WHAT YOU NEED TO DO
Read through the entries below and return each line with the word "Marzolf".

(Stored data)

********************

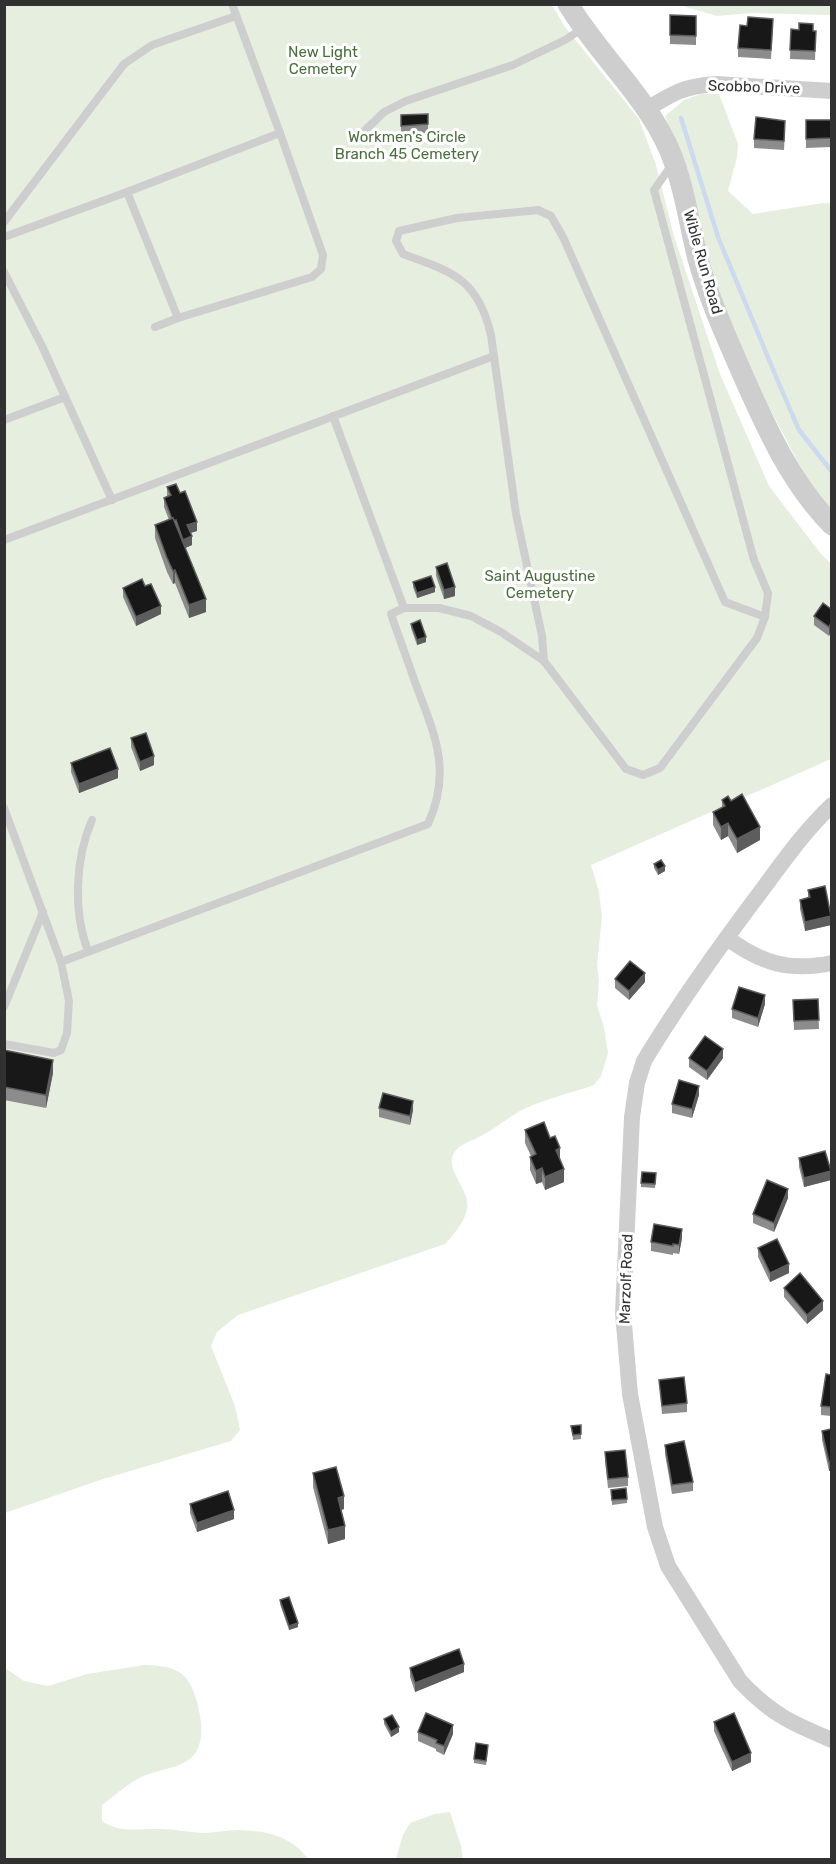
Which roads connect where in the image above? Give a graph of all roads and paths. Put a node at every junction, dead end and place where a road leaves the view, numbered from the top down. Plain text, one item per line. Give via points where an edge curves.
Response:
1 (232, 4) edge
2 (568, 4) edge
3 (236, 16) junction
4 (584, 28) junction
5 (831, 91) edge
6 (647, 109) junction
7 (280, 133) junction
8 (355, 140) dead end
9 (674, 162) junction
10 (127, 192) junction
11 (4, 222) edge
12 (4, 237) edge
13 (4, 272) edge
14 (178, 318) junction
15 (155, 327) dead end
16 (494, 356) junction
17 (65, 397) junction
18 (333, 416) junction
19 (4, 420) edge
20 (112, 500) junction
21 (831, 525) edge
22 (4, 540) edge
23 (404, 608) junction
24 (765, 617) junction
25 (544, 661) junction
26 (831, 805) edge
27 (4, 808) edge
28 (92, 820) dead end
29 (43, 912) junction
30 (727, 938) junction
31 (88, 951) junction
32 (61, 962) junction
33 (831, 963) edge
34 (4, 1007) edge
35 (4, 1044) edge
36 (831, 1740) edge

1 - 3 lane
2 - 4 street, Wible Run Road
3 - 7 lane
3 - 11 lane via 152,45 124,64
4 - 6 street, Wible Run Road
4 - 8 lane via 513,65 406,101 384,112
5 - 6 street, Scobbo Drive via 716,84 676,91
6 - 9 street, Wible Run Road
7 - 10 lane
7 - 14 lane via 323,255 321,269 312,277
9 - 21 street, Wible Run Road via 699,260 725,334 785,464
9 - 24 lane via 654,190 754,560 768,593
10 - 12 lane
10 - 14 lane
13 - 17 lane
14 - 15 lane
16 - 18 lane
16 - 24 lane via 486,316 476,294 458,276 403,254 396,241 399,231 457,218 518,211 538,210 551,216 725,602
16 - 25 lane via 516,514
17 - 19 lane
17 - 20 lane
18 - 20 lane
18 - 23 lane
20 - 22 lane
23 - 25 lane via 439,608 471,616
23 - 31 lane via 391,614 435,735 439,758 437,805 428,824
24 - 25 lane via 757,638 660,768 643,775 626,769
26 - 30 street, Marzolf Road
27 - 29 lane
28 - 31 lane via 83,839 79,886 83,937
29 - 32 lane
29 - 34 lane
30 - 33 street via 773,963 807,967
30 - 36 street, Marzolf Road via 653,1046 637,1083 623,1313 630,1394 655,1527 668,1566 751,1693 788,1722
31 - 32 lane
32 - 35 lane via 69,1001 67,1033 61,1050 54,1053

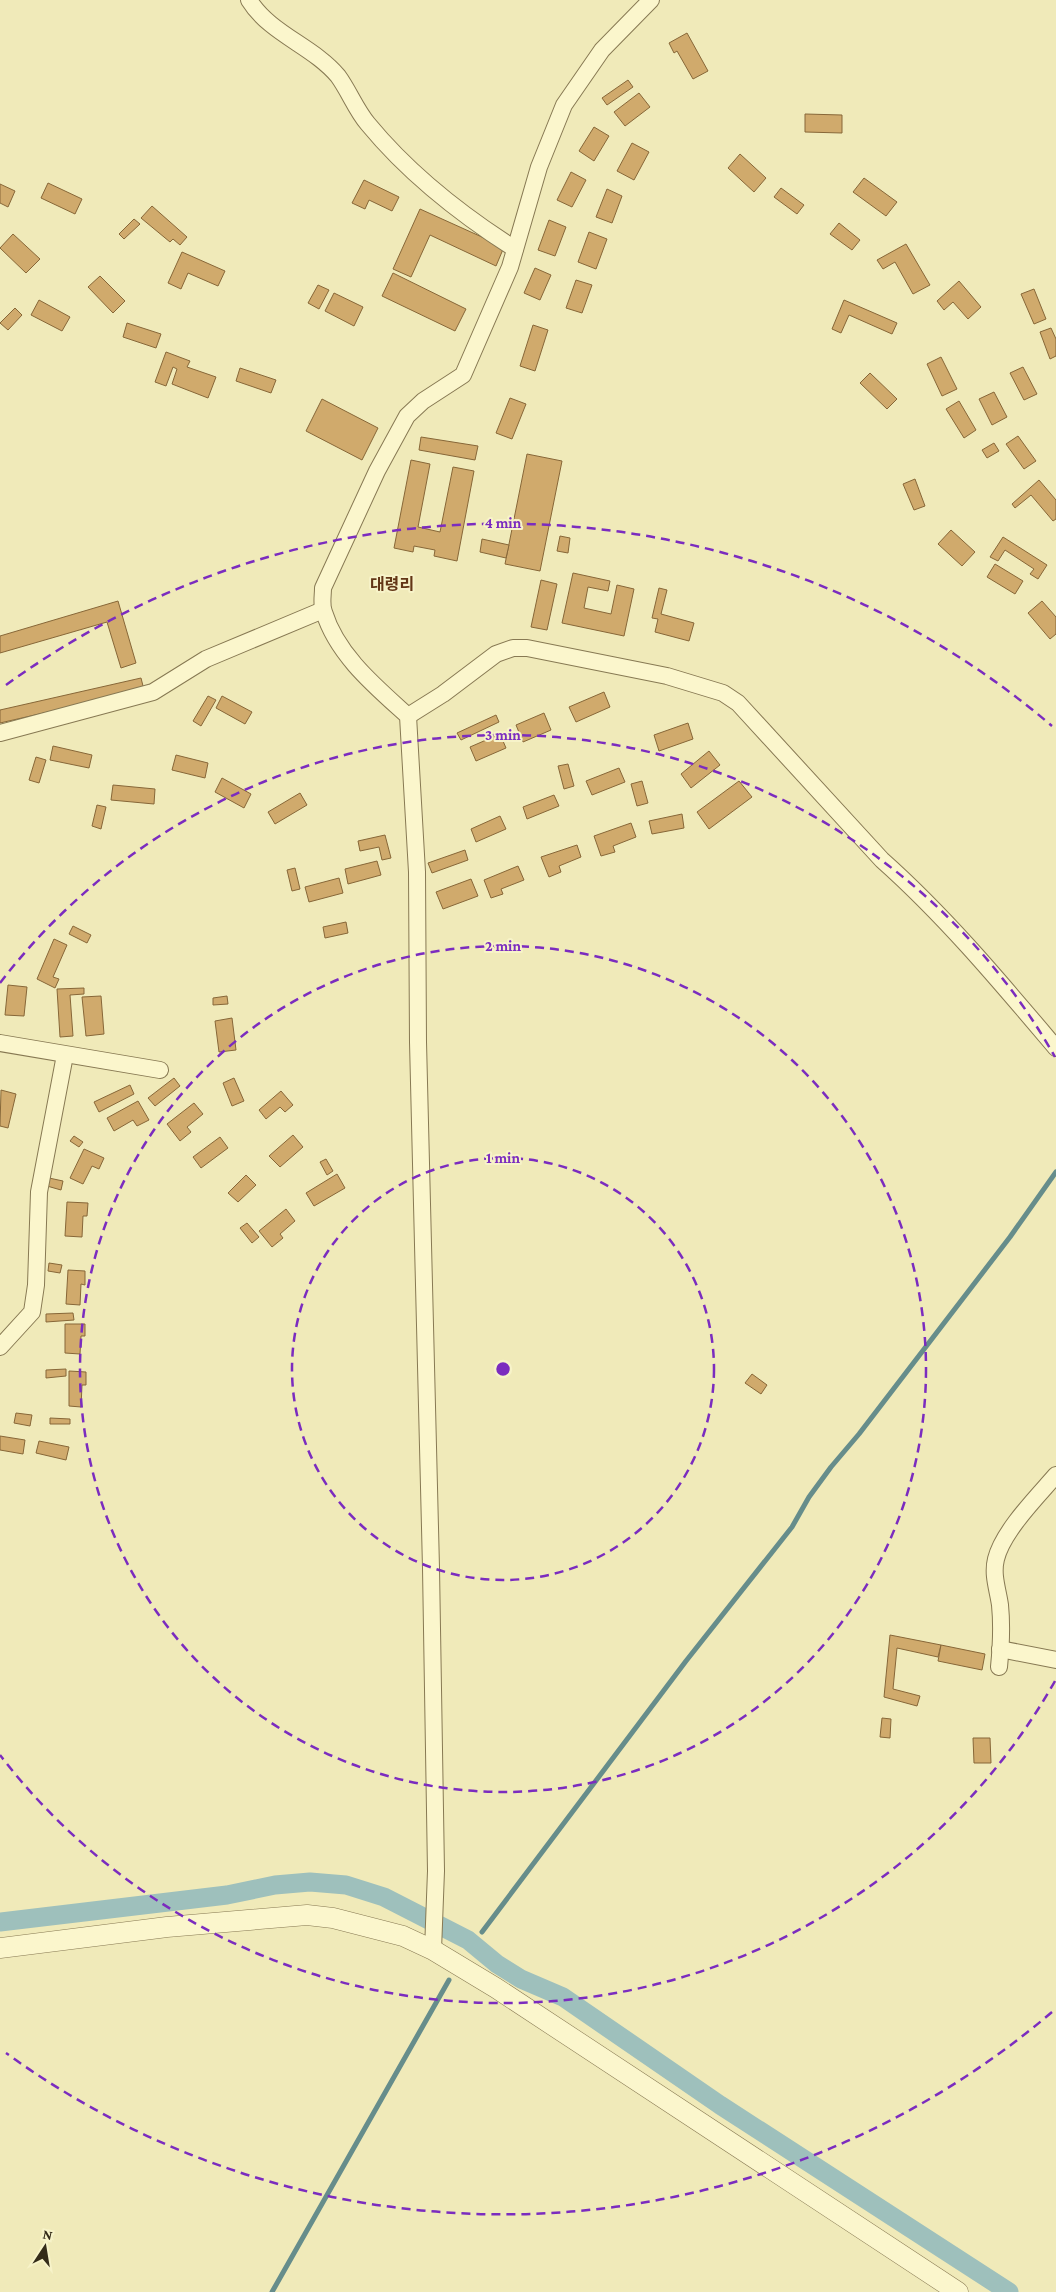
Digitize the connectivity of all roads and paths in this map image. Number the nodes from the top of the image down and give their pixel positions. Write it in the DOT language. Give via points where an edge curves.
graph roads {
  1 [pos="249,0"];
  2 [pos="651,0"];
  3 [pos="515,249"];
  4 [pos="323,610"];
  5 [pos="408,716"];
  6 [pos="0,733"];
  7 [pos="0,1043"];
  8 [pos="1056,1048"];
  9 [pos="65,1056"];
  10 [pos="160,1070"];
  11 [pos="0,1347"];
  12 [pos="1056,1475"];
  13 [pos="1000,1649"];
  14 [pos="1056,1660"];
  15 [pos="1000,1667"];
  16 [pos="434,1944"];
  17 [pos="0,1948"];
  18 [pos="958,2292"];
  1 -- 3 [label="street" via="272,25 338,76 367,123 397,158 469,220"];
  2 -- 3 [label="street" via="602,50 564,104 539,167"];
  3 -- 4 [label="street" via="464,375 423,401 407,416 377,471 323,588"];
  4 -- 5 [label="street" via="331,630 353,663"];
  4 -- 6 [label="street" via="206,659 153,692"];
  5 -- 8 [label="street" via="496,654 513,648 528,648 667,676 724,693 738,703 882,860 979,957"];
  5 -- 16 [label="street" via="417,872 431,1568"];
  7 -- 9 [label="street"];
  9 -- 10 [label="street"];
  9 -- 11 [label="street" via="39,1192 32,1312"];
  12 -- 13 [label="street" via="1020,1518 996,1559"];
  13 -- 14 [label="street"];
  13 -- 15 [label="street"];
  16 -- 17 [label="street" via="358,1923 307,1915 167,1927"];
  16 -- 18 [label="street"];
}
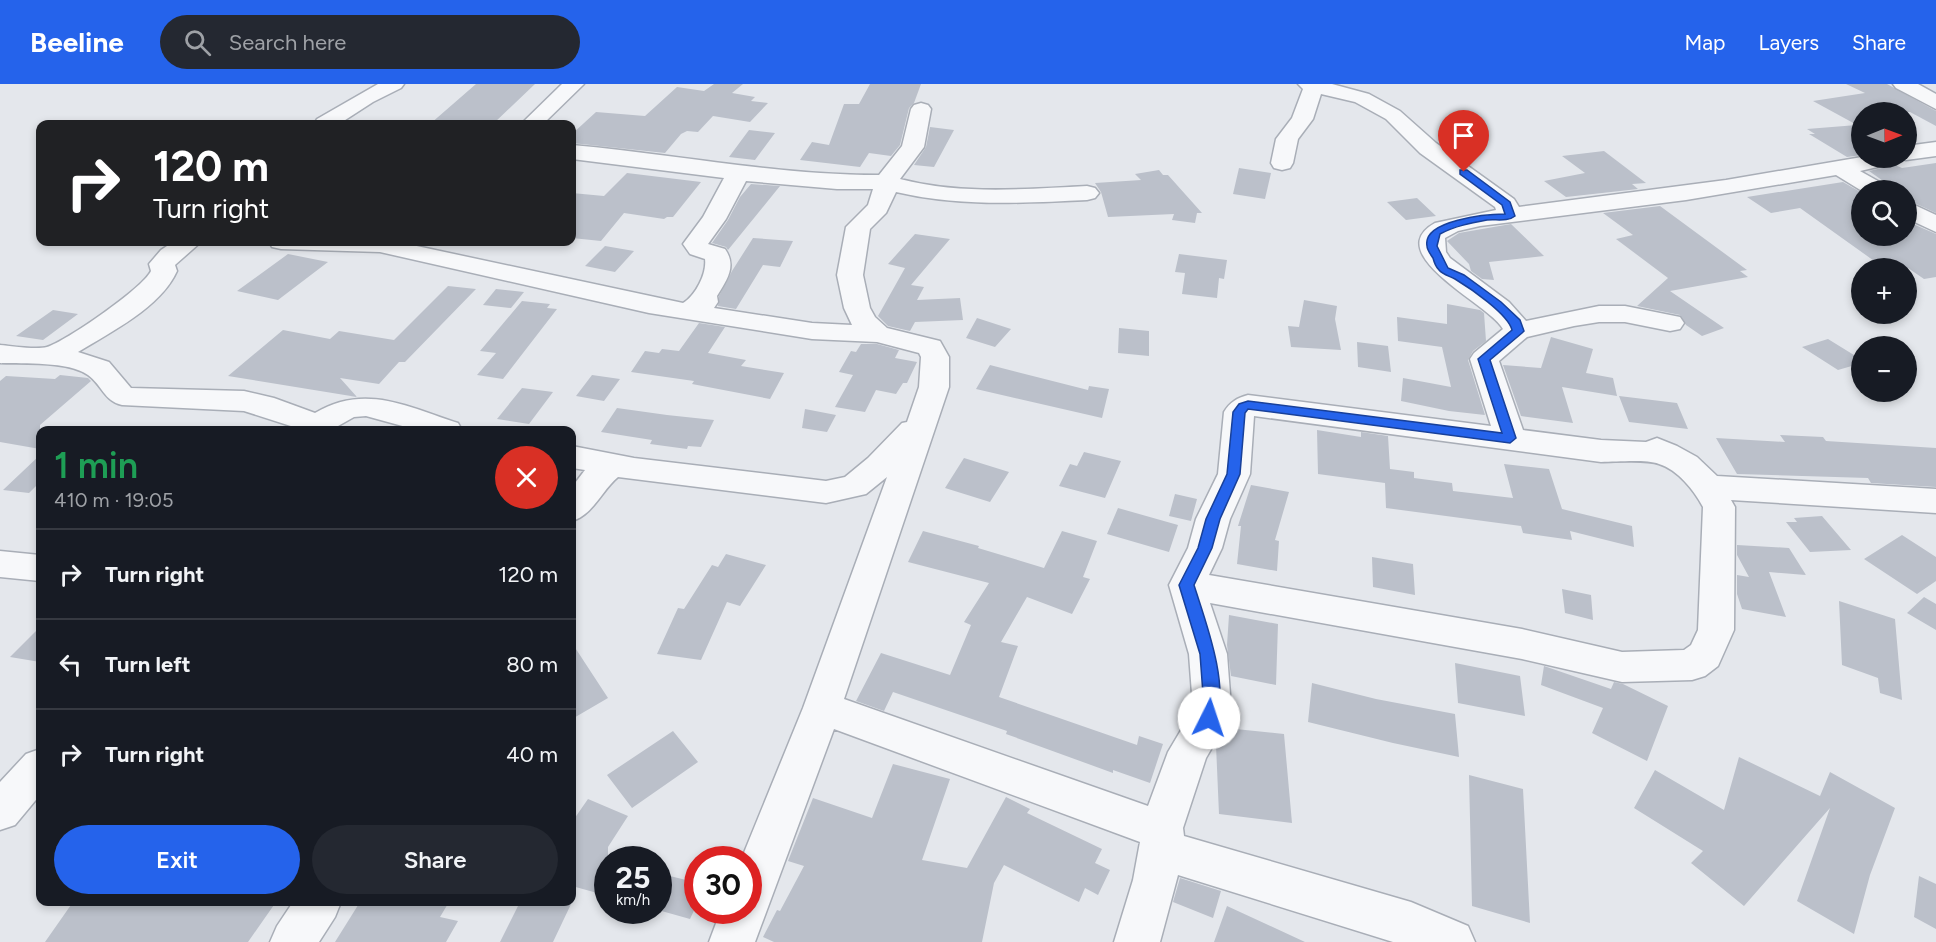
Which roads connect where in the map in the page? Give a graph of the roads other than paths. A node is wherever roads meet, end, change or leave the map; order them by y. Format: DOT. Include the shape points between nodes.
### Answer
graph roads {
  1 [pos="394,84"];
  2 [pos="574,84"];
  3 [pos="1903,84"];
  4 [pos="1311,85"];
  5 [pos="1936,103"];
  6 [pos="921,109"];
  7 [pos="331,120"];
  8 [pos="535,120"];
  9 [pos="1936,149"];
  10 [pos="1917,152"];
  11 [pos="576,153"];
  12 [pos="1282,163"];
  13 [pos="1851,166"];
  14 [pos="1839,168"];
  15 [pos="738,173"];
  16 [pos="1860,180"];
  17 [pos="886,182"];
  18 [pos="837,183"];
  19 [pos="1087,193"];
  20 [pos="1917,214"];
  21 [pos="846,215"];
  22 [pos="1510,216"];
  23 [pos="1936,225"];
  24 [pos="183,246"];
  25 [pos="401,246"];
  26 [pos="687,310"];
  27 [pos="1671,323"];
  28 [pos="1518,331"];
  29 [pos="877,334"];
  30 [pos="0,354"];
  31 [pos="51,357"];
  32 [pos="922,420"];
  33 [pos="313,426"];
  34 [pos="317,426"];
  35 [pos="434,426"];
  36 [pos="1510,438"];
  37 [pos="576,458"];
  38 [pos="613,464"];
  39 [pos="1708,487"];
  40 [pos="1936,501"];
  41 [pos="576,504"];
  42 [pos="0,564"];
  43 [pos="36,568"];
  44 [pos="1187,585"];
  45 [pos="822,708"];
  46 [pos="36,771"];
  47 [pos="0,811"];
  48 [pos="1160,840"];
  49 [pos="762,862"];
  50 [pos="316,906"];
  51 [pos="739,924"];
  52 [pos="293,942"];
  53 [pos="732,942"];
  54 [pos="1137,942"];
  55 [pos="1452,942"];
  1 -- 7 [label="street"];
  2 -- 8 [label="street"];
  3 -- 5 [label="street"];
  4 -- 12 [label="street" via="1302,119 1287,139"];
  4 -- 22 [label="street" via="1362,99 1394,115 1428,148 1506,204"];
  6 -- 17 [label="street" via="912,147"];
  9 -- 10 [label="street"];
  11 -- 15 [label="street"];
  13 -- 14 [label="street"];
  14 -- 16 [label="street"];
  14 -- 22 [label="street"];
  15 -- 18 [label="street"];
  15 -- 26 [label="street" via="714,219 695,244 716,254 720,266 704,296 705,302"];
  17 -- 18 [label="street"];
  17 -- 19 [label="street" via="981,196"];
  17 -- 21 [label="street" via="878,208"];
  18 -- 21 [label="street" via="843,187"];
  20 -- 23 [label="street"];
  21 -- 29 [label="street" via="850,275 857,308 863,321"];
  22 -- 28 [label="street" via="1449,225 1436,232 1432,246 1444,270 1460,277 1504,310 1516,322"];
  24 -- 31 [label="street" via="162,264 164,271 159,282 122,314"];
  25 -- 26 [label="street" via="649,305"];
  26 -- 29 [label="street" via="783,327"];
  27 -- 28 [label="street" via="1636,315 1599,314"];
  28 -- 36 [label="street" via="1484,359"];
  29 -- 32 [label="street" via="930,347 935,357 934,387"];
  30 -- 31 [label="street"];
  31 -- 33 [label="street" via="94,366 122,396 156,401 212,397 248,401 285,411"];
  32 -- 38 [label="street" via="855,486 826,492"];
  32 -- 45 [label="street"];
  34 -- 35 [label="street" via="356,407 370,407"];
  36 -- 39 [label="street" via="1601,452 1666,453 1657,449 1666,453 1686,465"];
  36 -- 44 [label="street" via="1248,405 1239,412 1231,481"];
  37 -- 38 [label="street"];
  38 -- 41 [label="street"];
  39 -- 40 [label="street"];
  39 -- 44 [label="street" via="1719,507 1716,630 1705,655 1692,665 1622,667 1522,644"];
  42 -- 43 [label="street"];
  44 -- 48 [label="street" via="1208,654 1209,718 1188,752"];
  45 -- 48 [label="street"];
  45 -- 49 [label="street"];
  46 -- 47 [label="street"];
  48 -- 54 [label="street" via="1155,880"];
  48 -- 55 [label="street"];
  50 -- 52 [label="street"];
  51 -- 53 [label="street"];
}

********************

REPLY TO THE EXERCISE
26 - 30 street, Marzolf Road
30 - 36 street, Marzolf Road via 653,1046 637,1083 623,1313 630,1394 655,1527 668,1566 751,1693 788,1722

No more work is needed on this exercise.